Sabato 6 giugno gli spazi di The Circle in via Rastello 91 hanno ospitato la presentazione pubblica di “Ligà”, il taccuino collettivo nato dal progetto di residenza artistica Open Academy 2026 – Arte per il Sociale. Nel corso del pomeriggio cittadini, famiglie, bambini, anziani e giovani artisti hanno preso parte alla costruzione dell’opera, contribuendo con disegni, parole, fotografie, racconti, impressioni e impronte nell’argilla. Il risultato è un archivio vivente dedicato alla città, pensato per custodire memorie, relazioni e trasformazioni che interessano Gorizia e il suo centro storico.
“Ligà” rappresenta il punto di arrivo di un percorso sviluppato nelle settimane precedenti con il coinvolgimento di alunni delle scuole primarie, persone anziane ospiti di alcune strutture cittadine e cinque giovani artisti dell’Accademia di Belle Arti di Venezia: Davide De Vivo, Franco Berti, Ofelia Piazza, Sara Angela Zan ed Elena Clagnan. La residenza artistica era dedicata al tema dell’arte come strumento di relazione e partecipazione sociale.

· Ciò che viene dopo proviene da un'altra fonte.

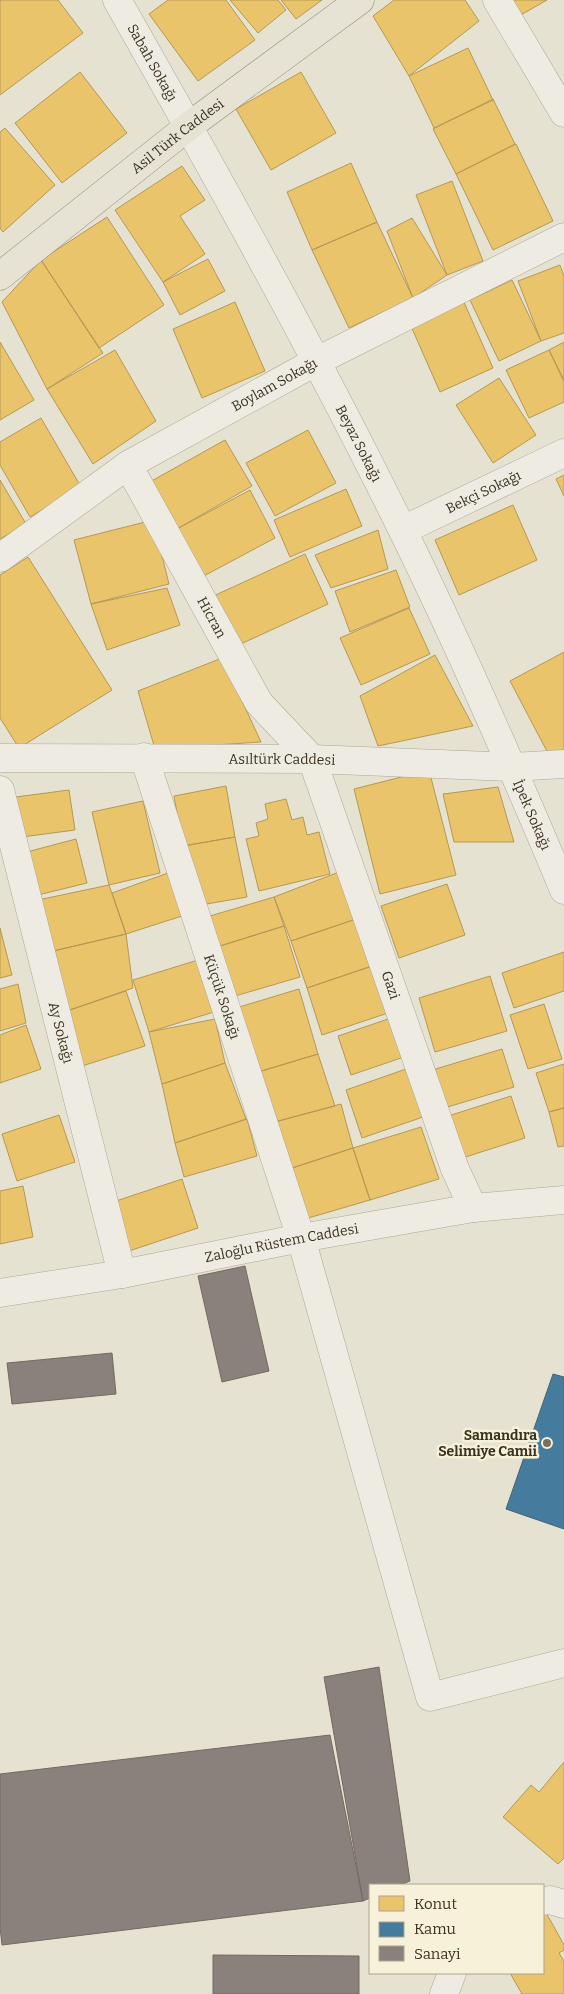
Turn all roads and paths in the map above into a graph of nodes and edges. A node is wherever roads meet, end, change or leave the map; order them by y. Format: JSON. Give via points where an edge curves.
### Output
{"nodes":[{"id":1,"x":117,"y":0,"type":"edge"},
{"id":2,"x":360,"y":0,"type":"edge"},
{"id":3,"x":497,"y":0,"type":"edge"},
{"id":4,"x":564,"y":113,"type":"edge"},
{"id":5,"x":189,"y":126,"type":"junction"},
{"id":6,"x":564,"y":237,"type":"edge"},
{"id":7,"x":0,"y":276,"type":"edge"},
{"id":8,"x":317,"y":361,"type":"junction"},
{"id":9,"x":564,"y":453,"type":"edge"},
{"id":10,"x":128,"y":465,"type":"junction"},
{"id":11,"x":403,"y":530,"type":"junction"},
{"id":12,"x":0,"y":558,"type":"edge"},
{"id":13,"x":144,"y":757,"type":"junction"},
{"id":14,"x":0,"y":758,"type":"edge"},
{"id":15,"x":312,"y":759,"type":"junction"},
{"id":16,"x":564,"y":764,"type":"edge"},
{"id":17,"x":513,"y":767,"type":"junction"},
{"id":18,"x":0,"y":790,"type":"edge"},
{"id":19,"x":564,"y":890,"type":"edge"},
{"id":20,"x":564,"y":1200,"type":"edge"},
{"id":21,"x":473,"y":1208,"type":"junction"},
{"id":22,"x":301,"y":1238,"type":"junction"},
{"id":23,"x":122,"y":1274,"type":"junction"},
{"id":24,"x":0,"y":1293,"type":"edge"},
{"id":25,"x":564,"y":1663,"type":"edge"},
{"id":26,"x":544,"y":1901,"type":"edge"},
{"id":27,"x":564,"y":1904,"type":"edge"},
{"id":28,"x":452,"y":1974,"type":"edge"},
{"id":29,"x":444,"y":1994,"type":"edge"}],
"edges":[{"from":1,"to":5,"type":"street","name":"Sabah Sokağı"},
{"from":2,"to":5,"type":"main road","name":"Asil Türk Caddesi"},
{"from":3,"to":4,"type":"street"},
{"from":5,"to":7,"type":"main road","name":"Asil Türk Caddesi"},
{"from":5,"to":8,"type":"street","name":"Beyaz Sokağı"},
{"from":6,"to":8,"type":"street","name":"Boylam Sokağı"},
{"from":8,"to":10,"type":"street","name":"Boylam Sokağı"},
{"from":8,"to":11,"type":"street","name":"Beyaz Sokağı"},
{"from":9,"to":11,"type":"street","name":"Bekçi Sokağı"},
{"from":10,"to":12,"type":"street","name":"Boylam Sokağı"},
{"from":10,"to":15,"type":"street","name":"Hicran","via":[[258,703]]},
{"from":11,"to":17,"type":"street","name":"Beyaz Sokağı"},
{"from":13,"to":14,"type":"street","name":"Asıltürk Caddesi"},
{"from":13,"to":15,"type":"street","name":"Asıltürk Caddesi"},
{"from":13,"to":22,"type":"street","name":"Küçük Sokağı"},
{"from":15,"to":17,"type":"street","name":"Asıltürk Caddesi"},
{"from":15,"to":21,"type":"street","name":"Gazi","via":[[455,1169]]},
{"from":16,"to":17,"type":"street","name":"Asıltürk Caddesi"},
{"from":17,"to":19,"type":"street","name":"İpek Sokağı"},
{"from":18,"to":23,"type":"street","name":"Ay Sokağı"},
{"from":20,"to":21,"type":"street","name":"Zaloğlu Rüstem Caddesi"},
{"from":21,"to":22,"type":"street","name":"Zaloğlu Rüstem Caddesi"},
{"from":22,"to":23,"type":"street","name":"Zaloğlu Rüstem Caddesi"},
{"from":22,"to":25,"type":"street","name":"Küçük Sokağı","via":[[430,1697]]},
{"from":23,"to":24,"type":"street","name":"Zaloğlu Rüstem Caddesi"},
{"from":26,"to":27,"type":"street"},
{"from":28,"to":29,"type":"street"}]}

Durante i laboratori i partecipanti hanno esplorato Borgo Castello raccogliendo oggetti, dettagli e frammenti della quotidianità successivamente impressi nell’argilla e trasformati in matrici di stampa. Da questa attività sono nati taccuini artigianali realizzati attraverso processi di stampa, cucitura e legatoria, nei quali sono confluiti ricordi, sogni, riflessioni e testimonianze. Tutti questi materiali sono stati poi raccolti nel grande taccuino collettivo presentato al pubblico. Il nome dell’opera richiama il concetto di legame e sintetizza l’idea di pagine diverse unite in una narrazione condivisa. Più che un lavoro concluso, “Ligà” è stato concepito come un progetto aperto, destinato a crescere nel tempo attraverso nuovi contributi della comunità.
La partecipazione registrata durante l’iniziativa ha accompagnato la conclusione del percorso sviluppato da QuiAltrove nell’ambito del Bando Borghi e segna l’avvio di una nuova fase per le attività di The Circle. Il progetto ha posto al centro il processo partecipativo, utilizzando memoria, creatività e coinvolgimento della comunità come strumenti per raccontare la città attraverso le esperienze dei suoi abitanti.
Il taccuino collettivo resterà visitabile negli spazi di The Circle fino alla fine di giugno. Le aperture sono previste dal mercoledì al sabato dalle 17 alle 19, mentre negli altri giorni sarà possibile accedere su prenotazione contattando il numero 393 0778726.